Cigna's headquarters in Bloomfield, Connecticut. Credit: JHVEPhoto
Cigna Group’s pledge to upend the way medicine is priced spooked Wall Street after the company warned the move would hurt profits in the next two years.
The company’s shares closed down 17% Thursday, their worst one-day drop since 2008, after Cigna executives warned of the margin pressure during an otherwise routine earnings call. It’s evidence that the company’s plan to eliminate many drug rebates — opaque payments that fueled years of attacks on Cigna and its peers — will hit its bottom line.
“This is a fundamental business model pivot,” Chief Operating Officer Brian Evanko said on a call with analysts Thursday.
The move, along with concessions to its largest pharmacy benefit clients that will further compress profits, was intended to “future proof” the business, Chief Executive Officer David Cordani said.
This took Wall Street by surprise, turning early stock gains before the profit warning into a historic selloff, a decline RBC Capital Markets analysts described as “overdone.”
Drug prices, long a source of controversy in the US, are under renewed scrutiny as President Donald Trump pressures manufacturers to lower costs in the US while raising the prices abroad. Drug manufacturers are testing new ways to sell some medications directly to patients, circumventing the middlemen they’ve long accused of blocking access and driving up costs.
Cigna still expects earnings per share to grow in 2026, Cordani said. Other parts of its business, including medical plans and its specialty pharmacy, are expected to perform well.
Eli Lilly & Co. CEO Dave Ricks praised Cigna’s decision during the drugmakers’ earnings call Thursday.
“It’s a good move for patients. It’s a good move for payers, for the commercial payers. And probably smart of Cigna to make this first move,” Ricks said. “We hope others follow.”
For Cigna’s pharmacy benefits segment, which accounts for about 30% of operating profit, profit is set to decline next year, dragging down overall results.
The pressure on profits comes from two sources: Cigna has renewed pharmacy benefit contracts with three big clients — the US Department of Defense, Prime Therapeutics and Centene Corp. — through the end of the decade. Those deals will have different margins going forward.
The company is also making investments in the new pharmacy benefits model intended to eliminate drug rebates in many plans.

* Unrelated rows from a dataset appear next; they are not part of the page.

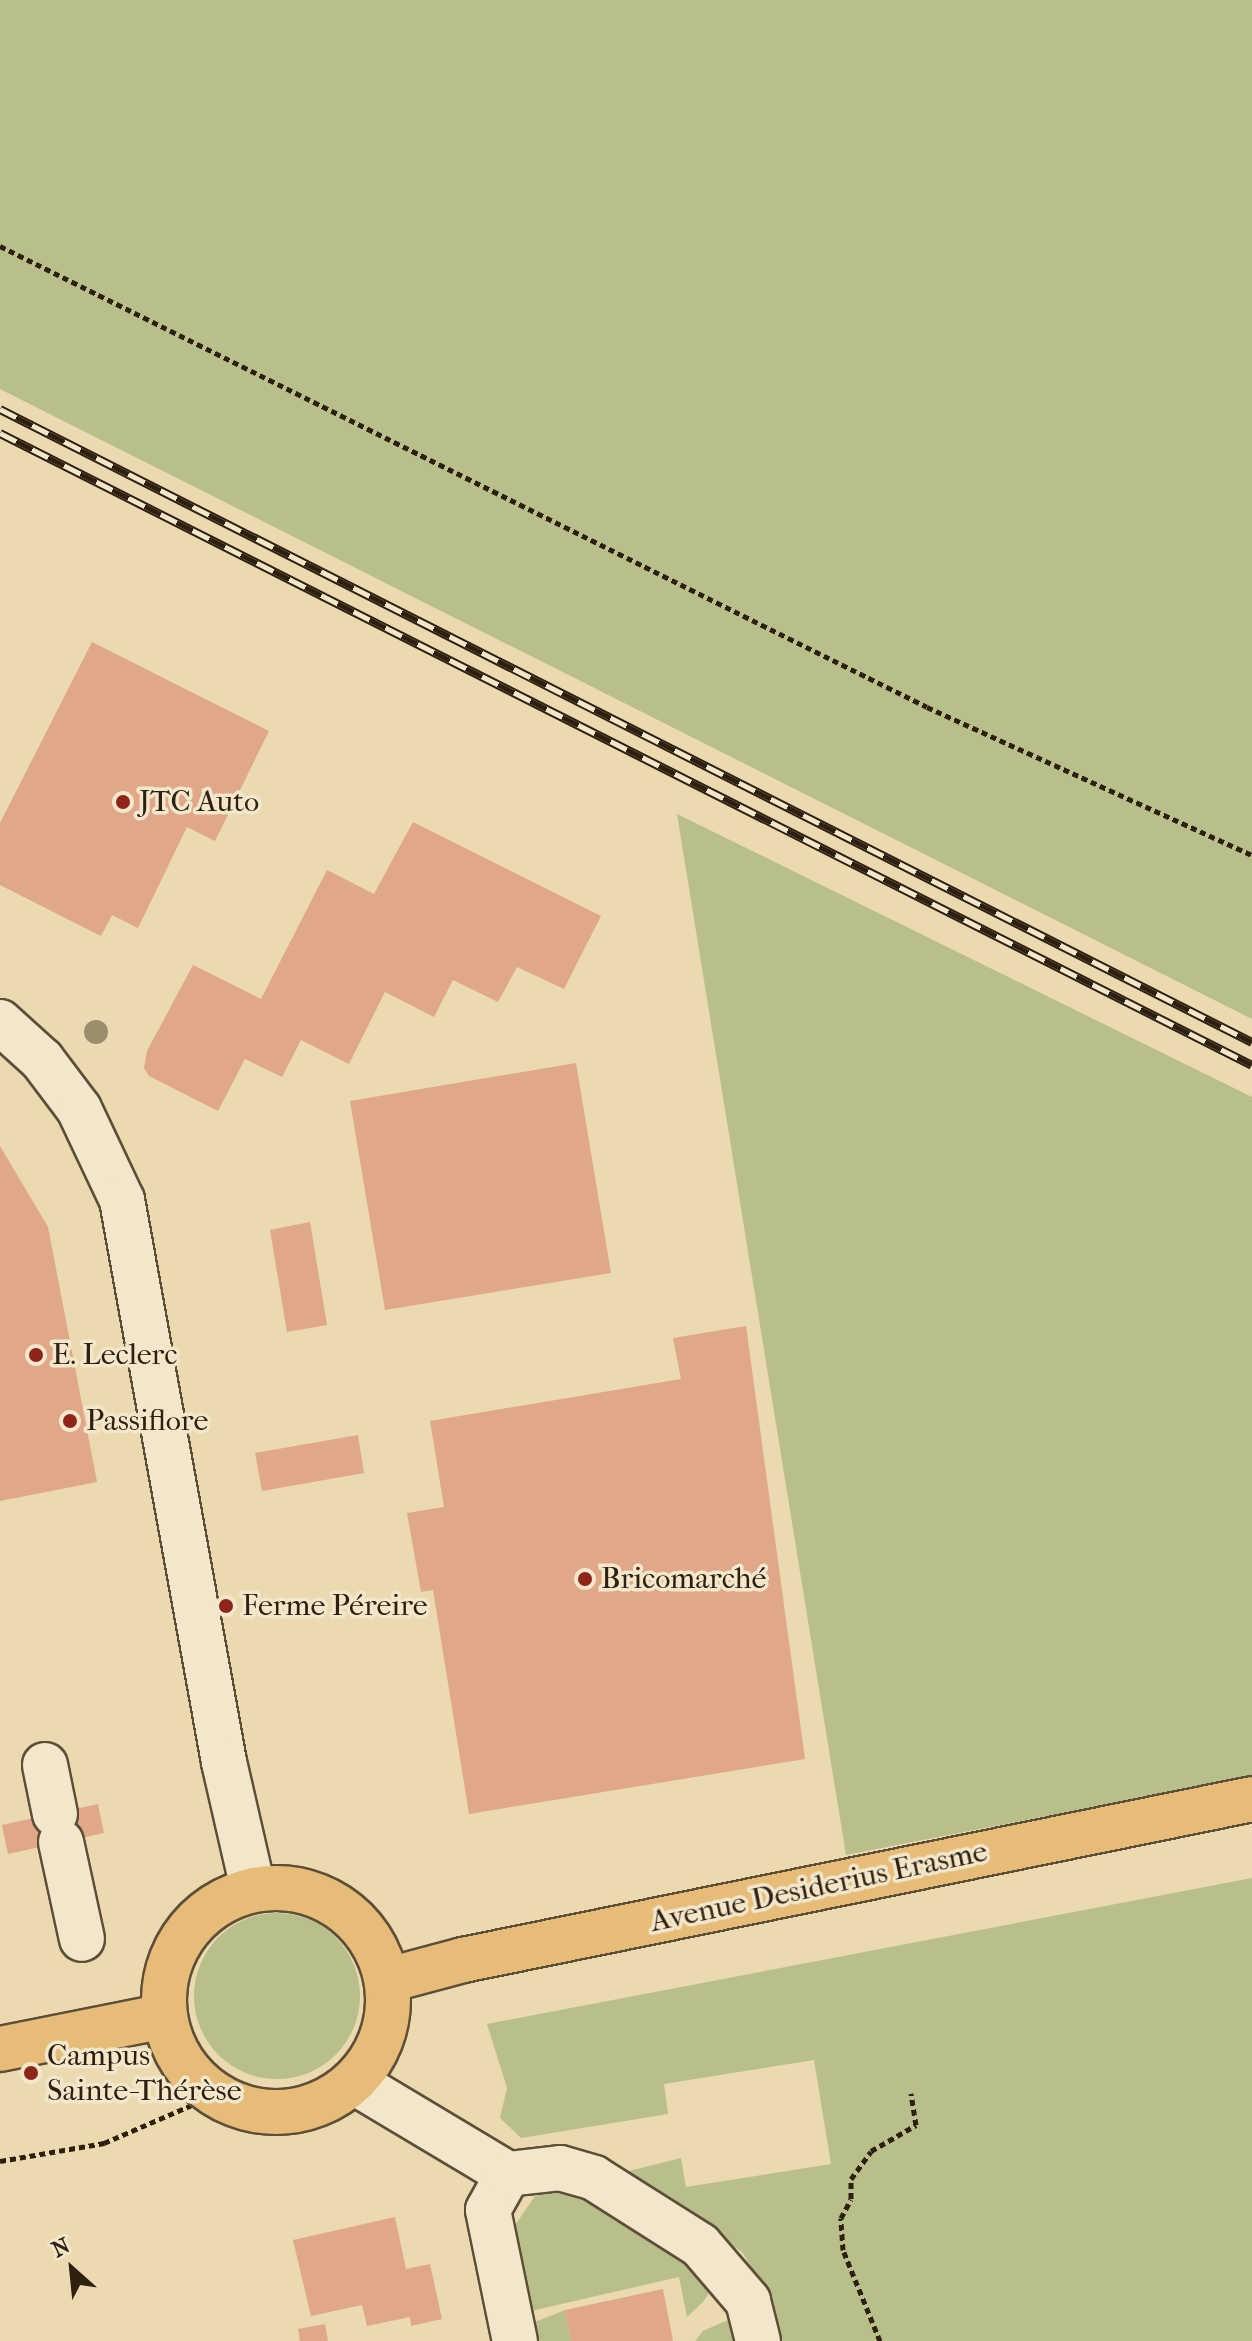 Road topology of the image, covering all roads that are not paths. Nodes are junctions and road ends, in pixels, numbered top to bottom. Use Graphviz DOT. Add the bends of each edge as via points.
graph roads {
  1 [pos="0,1022"];
  2 [pos="45,1765"];
  3 [pos="1252,1799"];
  4 [pos="253,1889"];
  5 [pos="82,1939"];
  6 [pos="388,1980"];
  7 [pos="165,2016"];
  8 [pos="0,2049"];
  9 [pos="354,2082"];
  10 [pos="508,2174"];
  11 [pos="515,2341"];
  12 [pos="758,2341"];
  1 -- 4 [label="street" via="42,1060 79,1109 122,1200 224,1762"];
  2 -- 5 [label="street"];
  3 -- 6 [label="main road, Avenue Desiderius Erasme" via="463,1960"];
  4 -- 6 [label="main road" via="289,1887 354,1917 376,1946"];
  4 -- 7 [label="main road" via="221,1901 194,1922 175,1949 164,1982"];
  6 -- 9 [label="main road" via="389,2017 376,2052"];
  7 -- 8 [label="main road"];
  7 -- 9 [label="main road" via="185,2065 215,2095 250,2110 287,2112 323,2103"];
  9 -- 10 [label="street"];
  10 -- 11 [label="street" via="488,2210"];
  10 -- 12 [label="street" via="560,2168 594,2178 700,2245 748,2301"];
}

Cigna announced this week moves to shift away from using rebates in its Express Scripts pharmacy benefits business, the nation’s largest. The change to negotiate up-front discounts with drugmakers, rather than rebates collected long after a prescription is filled, is intended to lower patients’ costs at the pharmacy counter, the company said. It has the potential to upend how billions of dollars flow among drug companies, insurers and employers.
Transition costs
The new model is intended to insulate patients from high costs and support pharmacies with better reimbursements when they dispense drugs. It’s also squarely aimed at neutralizing longstanding complaints about the pharmacy benefits manager business model that have fueled lawsuits, Congressional investigations and bitter lobbying fights in Washington.
Drugmakers say PBMs don’t fully pass on the benefits of rebates to patients. Some employers argue the payments create conflicts for PBMs, who collect money from the pharma companies they negotiate with. And policymakers have taken aim at the rebate system.
“Our new rebate-free pharmacy benefit model will incur short-term investment and transition costs,” Evanko said on the call.
After those changes, though, the company expects earnings in its PBM to be comparable to what they are in the existing setup.
“I think that’s a very optimistic perspective,” said Adam Fein, president of industry researcher Drug Channels Institute, who is a frequent critic of PBMs.
“There’s a lot of margin that’s been hidden in the difference between gross to net price” of prescription drugs, he said in an interview.
Earnings beat
Before executives warned about the PBM margins, Cigna had a routine report on earnings in the third quarter. Profit topped Wall Street expectations, driven by growth in the company’s pharmacy and health services unit.
The health conglomerate reported adjusted earnings of $7.83 a share, above the average of analyst estimates compiled by Bloomberg. Adjusted profit for the year will be at least $29.60 a share, the company said in a statement Thursday.
Cigna, whose business focuses on pharmacy benefits and private insurance, has been relatively insulated from the turmoil in government health programs that upended the industry this year. The company recently sold its Medicare business and has avoided cutting its profit forecast like some of its largest rivals.
Medical costs in the quarter were more favorable than what analysts in a Bloomberg survey had forecast. Revenue grew about 10% from a year ago, powered by the company’s prescription drug plans, specialty pharmacy and related services in its Evernorth unit. Adjusted income from operations was down slightly due to lower profits in the company’s medical plans.